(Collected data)
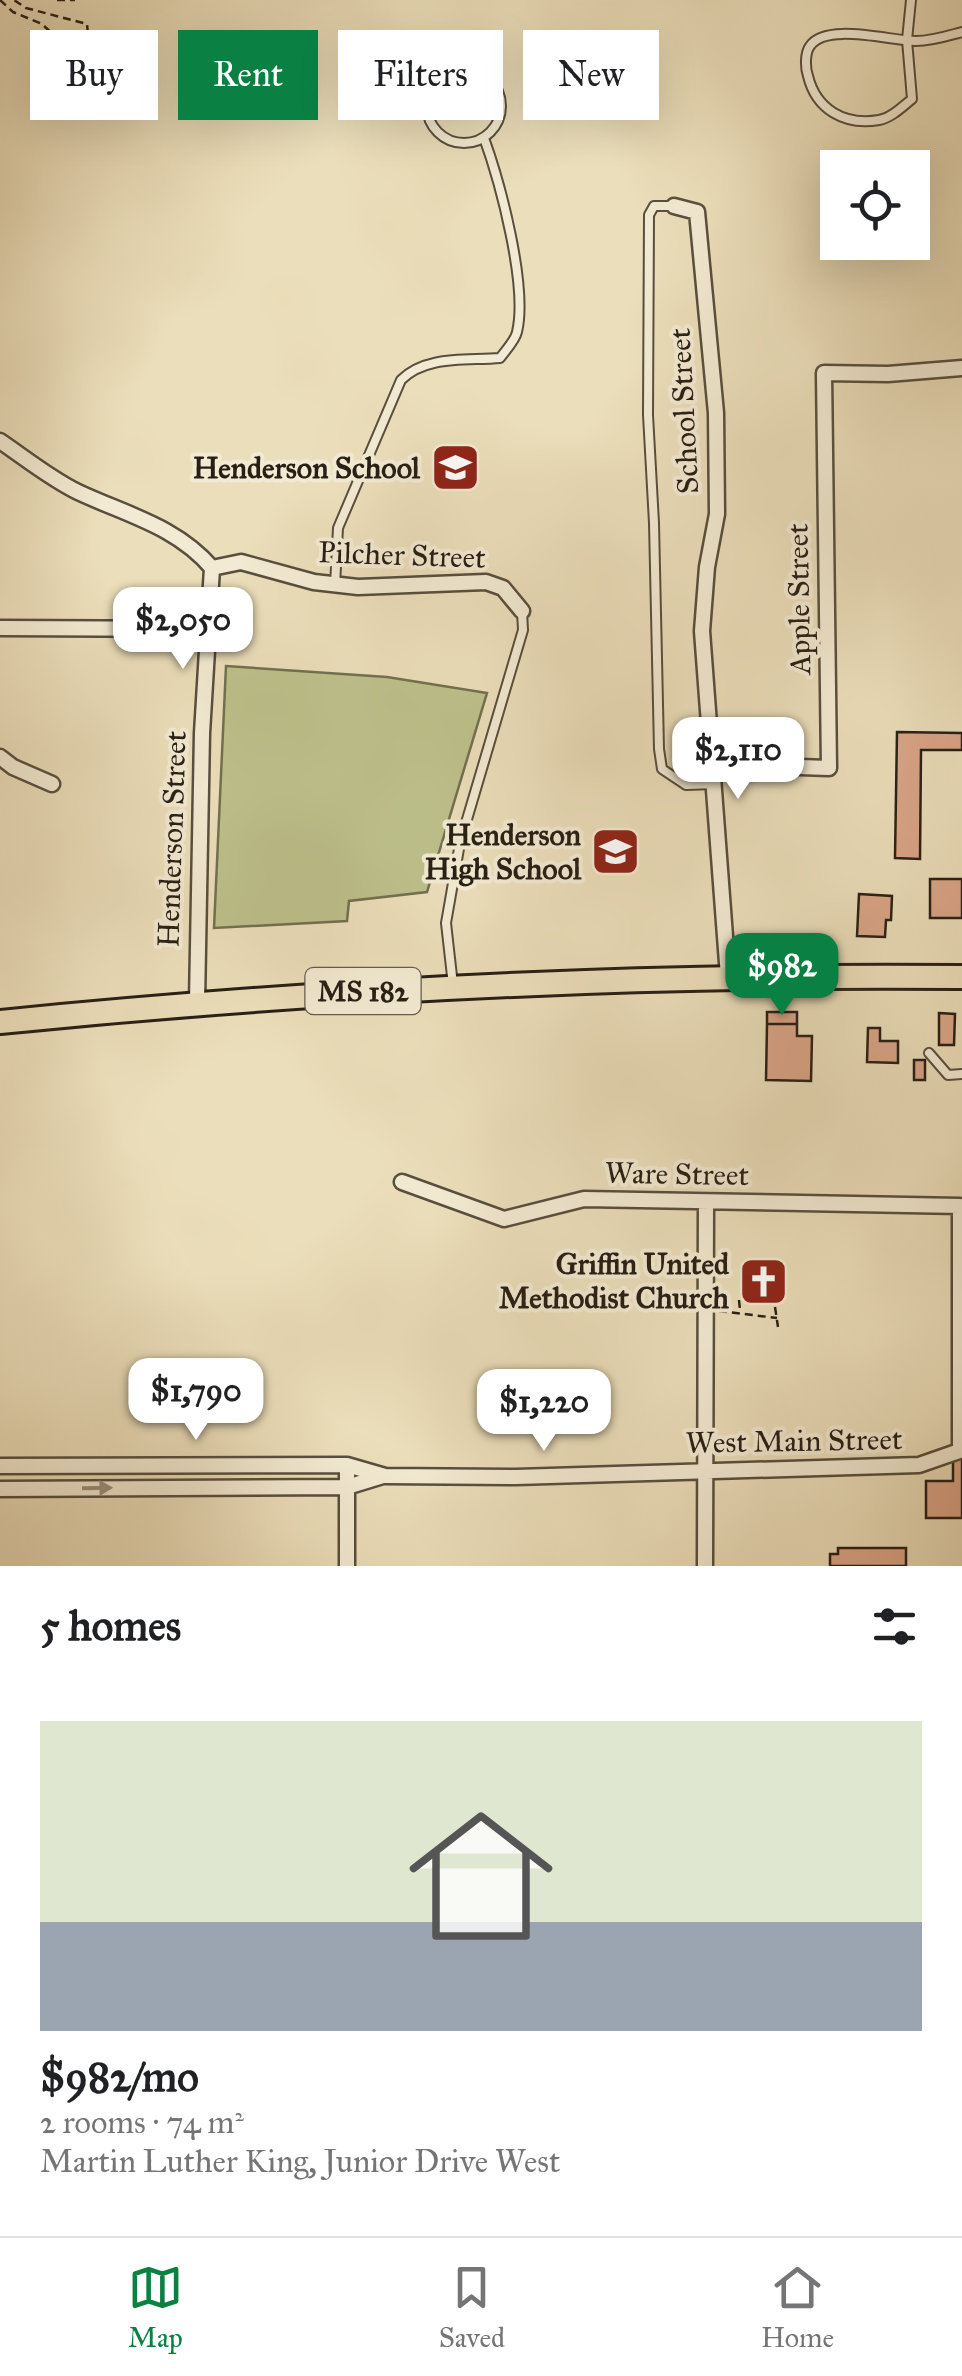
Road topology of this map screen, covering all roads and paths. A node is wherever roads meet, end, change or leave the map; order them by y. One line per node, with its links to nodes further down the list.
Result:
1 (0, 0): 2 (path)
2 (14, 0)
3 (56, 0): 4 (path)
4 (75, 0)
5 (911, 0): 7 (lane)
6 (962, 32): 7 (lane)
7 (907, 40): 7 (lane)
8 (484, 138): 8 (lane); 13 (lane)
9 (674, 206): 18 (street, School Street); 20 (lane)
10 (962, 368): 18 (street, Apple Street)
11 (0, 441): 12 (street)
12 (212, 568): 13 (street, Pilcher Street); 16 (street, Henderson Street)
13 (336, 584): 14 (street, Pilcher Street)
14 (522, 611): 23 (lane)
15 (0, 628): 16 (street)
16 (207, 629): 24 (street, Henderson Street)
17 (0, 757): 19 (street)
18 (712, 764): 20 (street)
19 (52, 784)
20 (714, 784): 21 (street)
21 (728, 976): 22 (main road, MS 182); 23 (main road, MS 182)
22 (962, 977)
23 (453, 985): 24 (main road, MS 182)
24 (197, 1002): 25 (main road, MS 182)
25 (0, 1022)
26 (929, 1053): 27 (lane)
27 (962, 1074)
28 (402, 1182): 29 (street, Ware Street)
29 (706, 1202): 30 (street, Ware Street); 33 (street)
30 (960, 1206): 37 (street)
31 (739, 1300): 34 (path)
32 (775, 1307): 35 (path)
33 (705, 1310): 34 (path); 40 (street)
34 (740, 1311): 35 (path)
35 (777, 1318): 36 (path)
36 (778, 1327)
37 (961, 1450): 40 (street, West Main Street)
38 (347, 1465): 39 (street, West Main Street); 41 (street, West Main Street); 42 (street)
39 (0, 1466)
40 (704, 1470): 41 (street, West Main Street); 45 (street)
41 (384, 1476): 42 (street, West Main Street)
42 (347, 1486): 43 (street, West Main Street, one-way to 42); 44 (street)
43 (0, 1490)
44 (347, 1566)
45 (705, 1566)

==

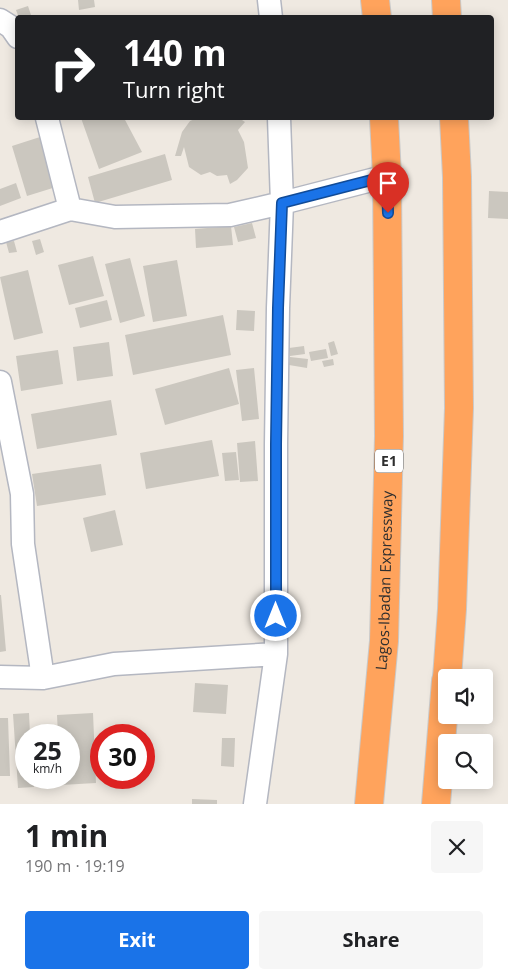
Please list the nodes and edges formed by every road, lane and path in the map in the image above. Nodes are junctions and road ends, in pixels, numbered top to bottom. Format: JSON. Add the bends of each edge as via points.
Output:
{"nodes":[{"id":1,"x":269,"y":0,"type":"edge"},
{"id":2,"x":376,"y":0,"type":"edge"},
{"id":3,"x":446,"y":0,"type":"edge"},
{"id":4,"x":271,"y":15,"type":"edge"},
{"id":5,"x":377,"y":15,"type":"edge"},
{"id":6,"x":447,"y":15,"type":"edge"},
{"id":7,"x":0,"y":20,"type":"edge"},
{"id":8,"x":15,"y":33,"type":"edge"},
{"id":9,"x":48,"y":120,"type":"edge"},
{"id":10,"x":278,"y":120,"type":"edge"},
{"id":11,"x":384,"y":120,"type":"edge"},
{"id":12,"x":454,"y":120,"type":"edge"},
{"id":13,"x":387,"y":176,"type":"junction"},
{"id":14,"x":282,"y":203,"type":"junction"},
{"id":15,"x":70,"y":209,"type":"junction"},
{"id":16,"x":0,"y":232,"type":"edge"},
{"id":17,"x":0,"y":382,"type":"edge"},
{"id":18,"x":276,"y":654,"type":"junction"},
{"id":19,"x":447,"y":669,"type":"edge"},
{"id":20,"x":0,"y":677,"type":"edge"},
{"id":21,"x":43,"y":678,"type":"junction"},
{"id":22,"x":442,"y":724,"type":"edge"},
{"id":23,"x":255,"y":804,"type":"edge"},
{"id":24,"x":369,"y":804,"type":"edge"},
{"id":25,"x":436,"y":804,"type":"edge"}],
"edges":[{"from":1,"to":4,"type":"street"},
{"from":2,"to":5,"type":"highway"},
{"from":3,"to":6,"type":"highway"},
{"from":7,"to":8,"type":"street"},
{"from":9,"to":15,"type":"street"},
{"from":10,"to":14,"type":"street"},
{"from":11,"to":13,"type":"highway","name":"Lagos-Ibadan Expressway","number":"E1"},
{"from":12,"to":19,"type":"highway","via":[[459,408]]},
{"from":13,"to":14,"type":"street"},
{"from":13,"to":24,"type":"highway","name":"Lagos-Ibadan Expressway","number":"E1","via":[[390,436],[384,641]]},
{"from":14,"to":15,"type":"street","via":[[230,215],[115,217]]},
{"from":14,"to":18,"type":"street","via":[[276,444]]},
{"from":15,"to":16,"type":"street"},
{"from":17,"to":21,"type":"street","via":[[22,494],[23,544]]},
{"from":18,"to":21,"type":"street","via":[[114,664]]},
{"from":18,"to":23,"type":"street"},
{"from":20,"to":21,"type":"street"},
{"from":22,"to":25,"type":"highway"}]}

ASSIGNMENT —
Find all lines holding the word "Ware" in the records above and copy them.

SOLUTION TO THIS TASK —
28 (402, 1182): 29 (street, Ware Street)
29 (706, 1202): 30 (street, Ware Street); 33 (street)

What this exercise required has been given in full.